During the low-load baseline, the median response time was about 95 ms with a minimum of 45 ms, which is close to AWS and considerably faster than GCP. This time, JSON file retrieval was not the main contributor to the end-to-end latency: The median response time of Azure Blob Storage was an amazing 8 ms.
However, it turns out that the scaling model of Azure Functions doesn’t work well for my experiment. Very high latencies were observed during the load test on Azure:
Azure Function (Node.js) Response Time Distribution (P50-P95)
The concurrency model of Azure Functions is different from the counterparts of AWS/GCP. Function App instance is closer to a VM than a single-task container. It runs multiple concurrent executions in parallel. A central coordinator called Scale Controller monitors the metrics from existing instances and determines how many instances to provision on top. Instance identifier can be retrieved from environment variables of a function, so I recorded this value for each execution.
The multiple-requests-at-one-instance model didn’t help in terms of the total instances required to process the traffic:
Azure Function (Node.js) Instances
At peak, 90 instances were required, which is almost the same as the number of current executions of AWS Lambda. Given the I/O bound nature of my function, this was surprising to me.
Puzzled by the moderate results, I decided to run the same application as a .NET Azure Function and compare the performance. The same function ported to C# got much faster:
Azure Function (.NET) Response Time Distribution (P50-P95)
P50 was extremely good: It stayed below 50 ms (leveraging the blazingly fast Blob Storage) for the whole period except for one point when it was 140 ms. P90 and P95 were stable except for three data points.
Azure Function (.NET) Instances
Basically, it spiked to 20 instances at the third minute, and that was enough for the rest of the test. I concluded that the .NET worker was more efficient compared to Node.js worker, at least for my scenario.
If I compare the percentile charts with the instance charts, it looks as if the latency spikes happen at the time when new instances get provisioned. For some reason, the performance suffers during the scale out. It’s not just cold starts at the new instances: P90 and even P50 are affected. It might be a good topic for a separate investigation.
During the experiment, sample StackOverflow pages were built and served from AWS Lambda, Google Cloud Functions, and Azure Functions at the rate of up to 1000 pageviews per second. Each Function call served a single pageview and was a combination of I/O workload (reading blob storage) and CPU usage (for parsing JSON and rendering HTML).
All cloud providers were able to scale up and serve the traffic. However, the latency distributions were quite different.
AWS Lambda was solid: Median response time was always below 100 ms, 95th percentile was below 200 ms, and 99th percentile exceeded 500 ms just once.
Google Cloud Storage seemed to have the highest latency out of the three cloud providers. Google Cloud Functions had a bit of a slowdown during the first two minutes of the scale-out but otherwise were quite stable and responsive.

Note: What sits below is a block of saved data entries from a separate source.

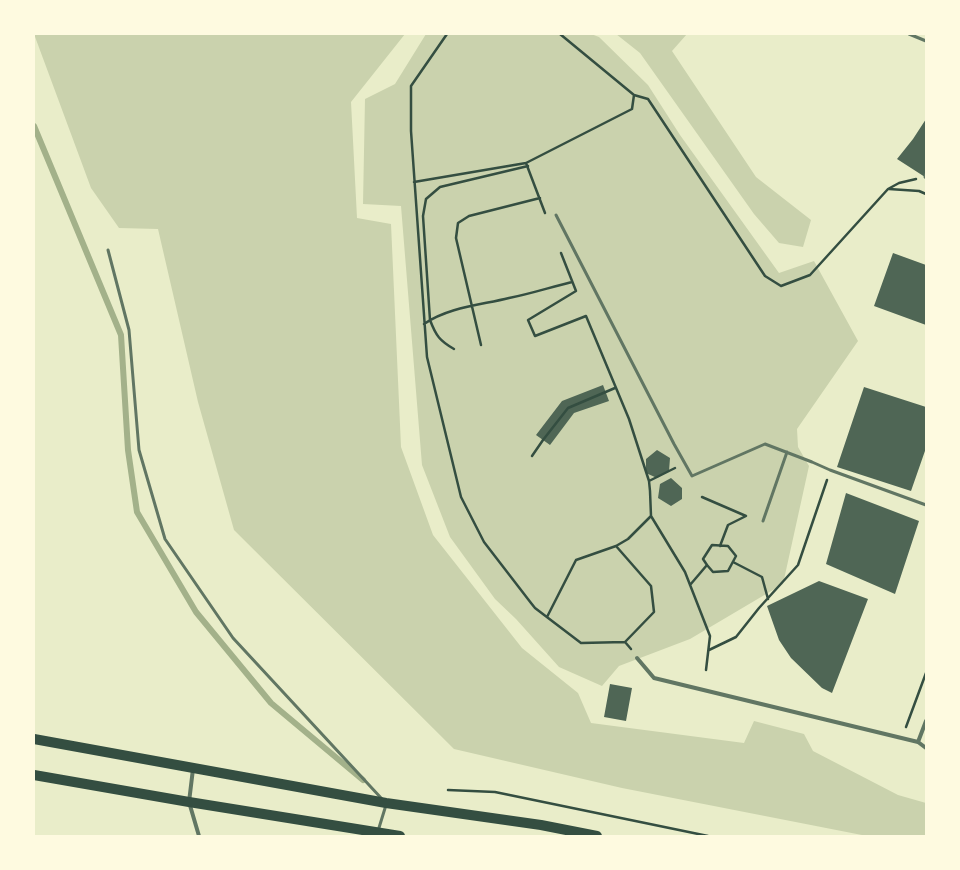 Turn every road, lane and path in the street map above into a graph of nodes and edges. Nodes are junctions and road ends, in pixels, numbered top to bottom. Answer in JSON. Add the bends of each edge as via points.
{"nodes":[{"id":1,"x":447,"y":34,"type":"edge"},
{"id":2,"x":560,"y":34,"type":"edge"},
{"id":3,"x":909,"y":34,"type":"edge"},
{"id":4,"x":926,"y":41,"type":"edge"},
{"id":5,"x":634,"y":96,"type":"junction"},
{"id":6,"x":526,"y":163,"type":"junction"},
{"id":7,"x":528,"y":166,"type":"junction"},
{"id":8,"x":926,"y":176,"type":"edge"},
{"id":9,"x":414,"y":182,"type":"junction"},
{"id":10,"x":888,"y":189,"type":"junction"},
{"id":11,"x":926,"y":194,"type":"edge"},
{"id":12,"x":540,"y":198,"type":"junction"},
{"id":13,"x":556,"y":215,"type":"dead end"},
{"id":14,"x":548,"y":219,"type":"dead end"},
{"id":15,"x":558,"y":247,"type":"dead end"},
{"id":16,"x":108,"y":250,"type":"dead end"},
{"id":17,"x":572,"y":282,"type":"junction"},
{"id":18,"x":472,"y":307,"type":"junction"},
{"id":19,"x":430,"y":320,"type":"junction"},
{"id":20,"x":424,"y":324,"type":"junction"},
{"id":21,"x":481,"y":345,"type":"dead end"},
{"id":22,"x":454,"y":349,"type":"dead end"},
{"id":23,"x":615,"y":388,"type":"junction"},
{"id":24,"x":787,"y":452,"type":"junction"},
{"id":25,"x":532,"y":456,"type":"dead end"},
{"id":26,"x":671,"y":470,"type":"dead end"},
{"id":27,"x":830,"y":470,"type":"junction"},
{"id":28,"x":649,"y":481,"type":"junction"},
{"id":29,"x":702,"y":497,"type":"dead end"},
{"id":30,"x":926,"y":505,"type":"edge"},
{"id":31,"x":650,"y":516,"type":"junction"},
{"id":32,"x":763,"y":521,"type":"dead end"},
{"id":33,"x":616,"y":546,"type":"junction"},
{"id":34,"x":720,"y":546,"type":"junction"},
{"id":35,"x":733,"y":562,"type":"junction"},
{"id":36,"x":707,"y":565,"type":"junction"},
{"id":37,"x":690,"y":585,"type":"junction"},
{"id":38,"x":768,"y":598,"type":"junction"},
{"id":39,"x":547,"y":617,"type":"junction"},
{"id":40,"x":708,"y":650,"type":"junction"},
{"id":41,"x":637,"y":658,"type":"dead end"},
{"id":42,"x":706,"y":670,"type":"dead end"},
{"id":43,"x":926,"y":674,"type":"edge"},
{"id":44,"x":926,"y":722,"type":"edge"},
{"id":45,"x":906,"y":727,"type":"dead end"},
{"id":46,"x":34,"y":739,"type":"edge"},
{"id":47,"x":918,"y":742,"type":"junction"},
{"id":48,"x":926,"y":748,"type":"edge"},
{"id":49,"x":193,"y":768,"type":"junction"},
{"id":50,"x":34,"y":775,"type":"edge"},
{"id":51,"x":448,"y":790,"type":"dead end"},
{"id":52,"x":189,"y":802,"type":"junction"},
{"id":53,"x":386,"y":803,"type":"junction"},
{"id":54,"x":378,"y":833,"type":"junction"},
{"id":55,"x":198,"y":836,"type":"edge"},
{"id":56,"x":400,"y":836,"type":"edge"},
{"id":57,"x":597,"y":836,"type":"edge"},
{"id":58,"x":708,"y":836,"type":"edge"}],
"edges":[{"from":1,"to":9,"type":"path","via":[[411,86]]},
{"from":2,"to":5,"type":"path"},
{"from":3,"to":4,"type":"lane"},
{"from":5,"to":6,"type":"path","via":[[632,109]]},
{"from":5,"to":10,"type":"path","via":[[648,99],[765,276],[781,286],[810,275]]},
{"from":6,"to":7,"type":"path"},
{"from":6,"to":9,"type":"path"},
{"from":7,"to":12,"type":"path"},
{"from":7,"to":19,"type":"path","via":[[440,187],[426,199],[423,216]]},
{"from":8,"to":10,"type":"path"},
{"from":9,"to":20,"type":"path"},
{"from":10,"to":11,"type":"path","via":[[920,191]]},
{"from":12,"to":14,"type":"path"},
{"from":12,"to":18,"type":"path","via":[[469,216],[458,223],[456,238]]},
{"from":13,"to":24,"type":"lane","via":[[692,476],[765,444]]},
{"from":15,"to":17,"type":"path"},
{"from":16,"to":53,"type":"lane","via":[[130,330],[140,450],[165,539],[233,638]]},
{"from":17,"to":18,"type":"path"},
{"from":17,"to":23,"type":"path","via":[[576,291],[528,320],[535,336],[586,316]]},
{"from":18,"to":19,"type":"path"},
{"from":18,"to":21,"type":"path"},
{"from":19,"to":20,"type":"path"},
{"from":19,"to":22,"type":"path","via":[[442,342]]},
{"from":20,"to":39,"type":"path","via":[[427,356],[461,497],[484,542],[530,603]]},
{"from":23,"to":25,"type":"path","via":[[568,408]]},
{"from":23,"to":28,"type":"path","via":[[629,419]]},
{"from":24,"to":27,"type":"lane"},
{"from":24,"to":32,"type":"lane"},
{"from":26,"to":28,"type":"path"},
{"from":27,"to":30,"type":"lane"},
{"from":27,"to":38,"type":"path","via":[[798,565]]},
{"from":28,"to":31,"type":"path"},
{"from":29,"to":34,"type":"path","via":[[746,516],[728,525]]},
{"from":31,"to":33,"type":"path","via":[[628,539]]},
{"from":31,"to":37,"type":"path","via":[[685,572]]},
{"from":33,"to":39,"type":"path","via":[[576,560]]},
{"from":33,"to":39,"type":"path","via":[[651,586],[654,612],[644,624],[625,642],[581,643]]},
{"from":34,"to":35,"type":"path","via":[[728,546],[736,556]]},
{"from":34,"to":36,"type":"path","via":[[712,545],[703,559]]},
{"from":35,"to":36,"type":"path","via":[[728,571],[713,572]]},
{"from":35,"to":38,"type":"path","via":[[762,577]]},
{"from":36,"to":37,"type":"path"},
{"from":37,"to":40,"type":"path","via":[[710,636]]},
{"from":38,"to":40,"type":"path","via":[[736,637]]},
{"from":40,"to":42,"type":"path"},
{"from":41,"to":47,"type":"street","via":[[654,678]]},
{"from":43,"to":45,"type":"path"},
{"from":44,"to":47,"type":"street"},
{"from":46,"to":49,"type":"main road"},
{"from":47,"to":48,"type":"street"},
{"from":49,"to":52,"type":"street"},
{"from":49,"to":53,"type":"main road"},
{"from":50,"to":52,"type":"main road"},
{"from":51,"to":58,"type":"path","via":[[495,792]]},
{"from":52,"to":54,"type":"main road"},
{"from":52,"to":55,"type":"street"},
{"from":53,"to":54,"type":"lane"},
{"from":53,"to":57,"type":"main road","via":[[540,825]]},
{"from":54,"to":56,"type":"main road"}]}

Azure Functions had difficulties during the scale-out period and the response time went up to several seconds. .NET worker appeared to be more performant compared to Node.js one, but both of them show undesirable spikes when new instances are provisioned.
Here is my practical advice to take home:
- Function-as-a-Service is a great model to build applications that can work for low-usage scenarios, high-load applications, and even spiky workloads.

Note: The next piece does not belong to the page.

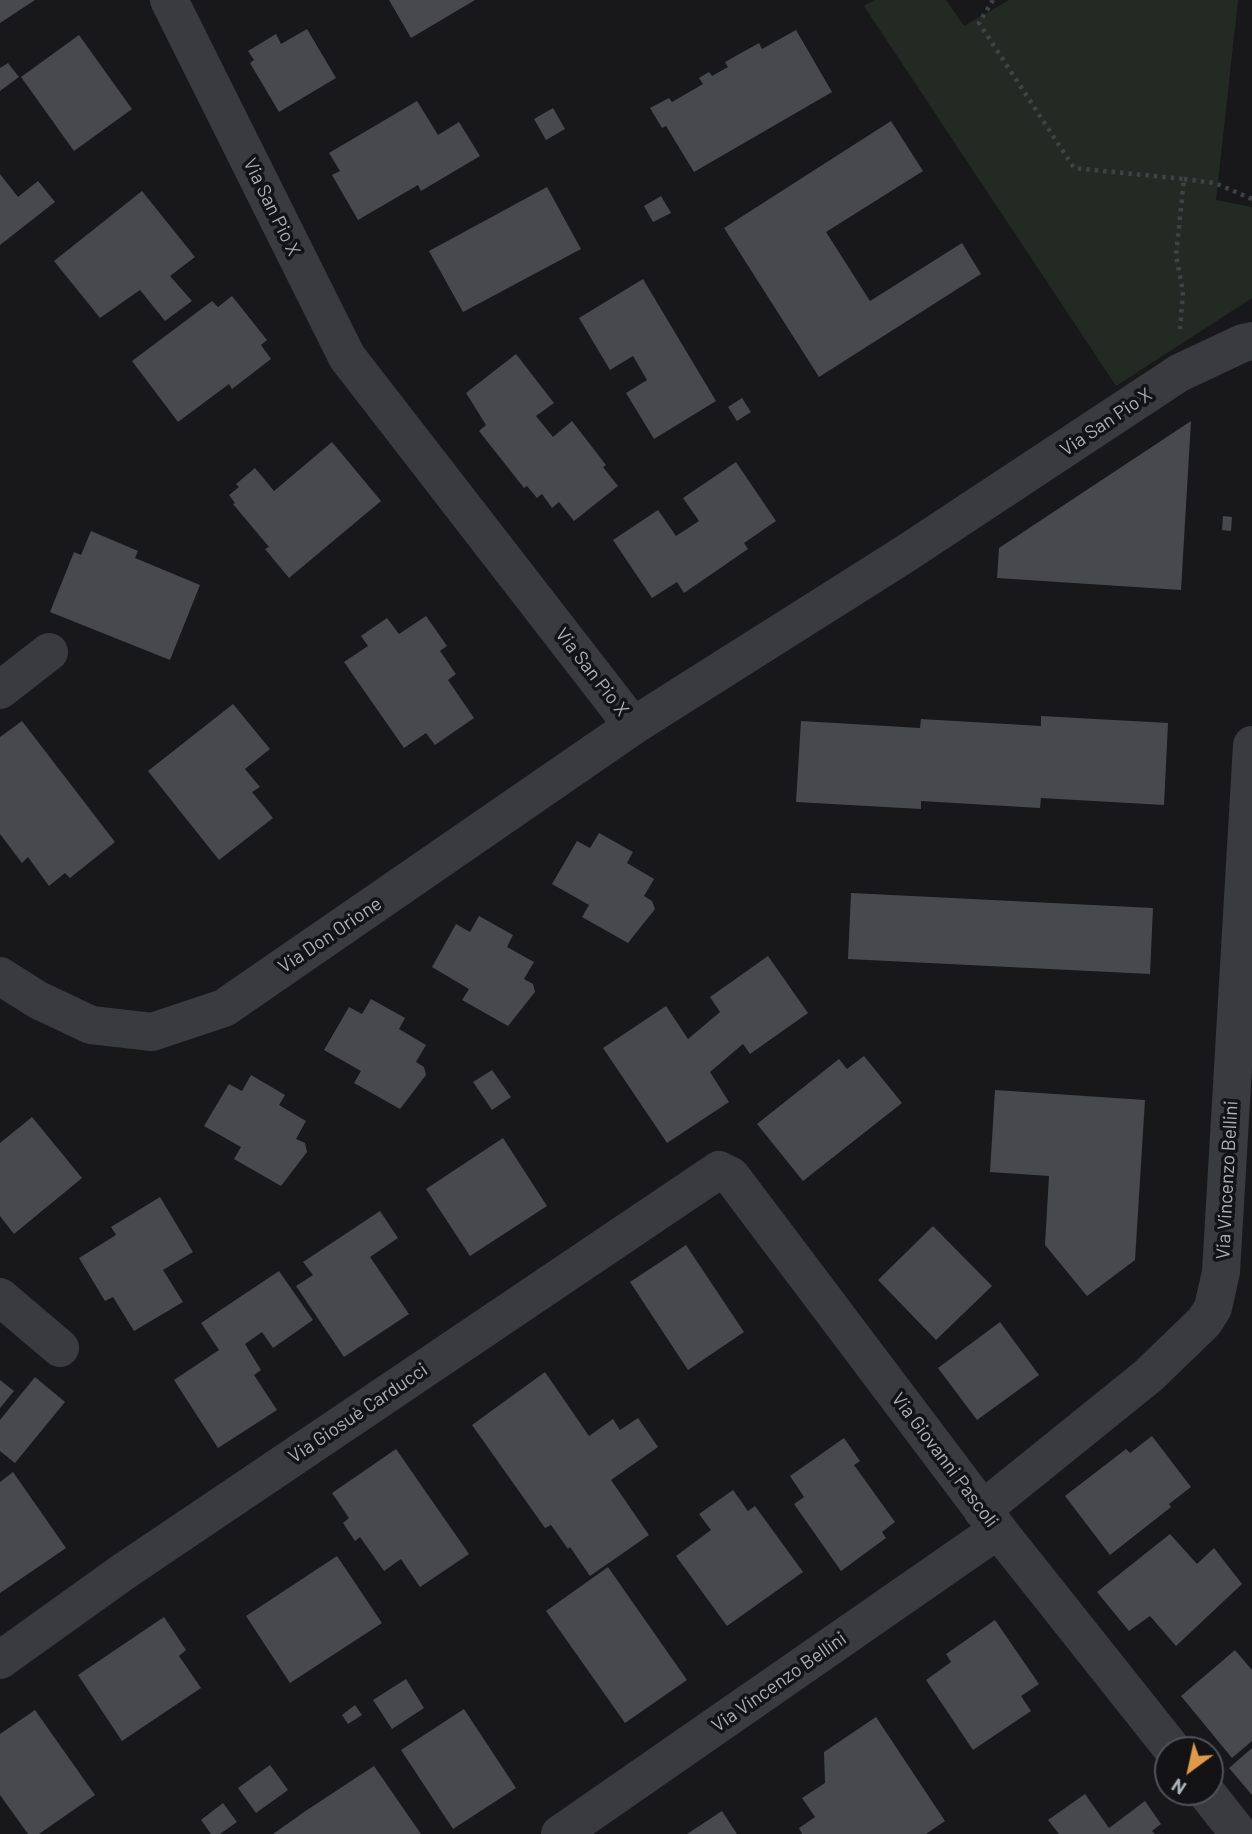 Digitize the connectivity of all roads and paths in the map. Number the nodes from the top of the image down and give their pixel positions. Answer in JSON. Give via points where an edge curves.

- Scalability limits do exist, so if you anticipate high growth in the application’s usage, run a simple load test to see how it behaves.
- Always test in combination with your non-serverless dependencies. I’ve selected scalable-by-definition cloud blob storage, and yet I got some influence of its behavior on the results. If you use a database or a third-party service, it’s quite likely they will hit the scalability limit much earlier than the serverless compute.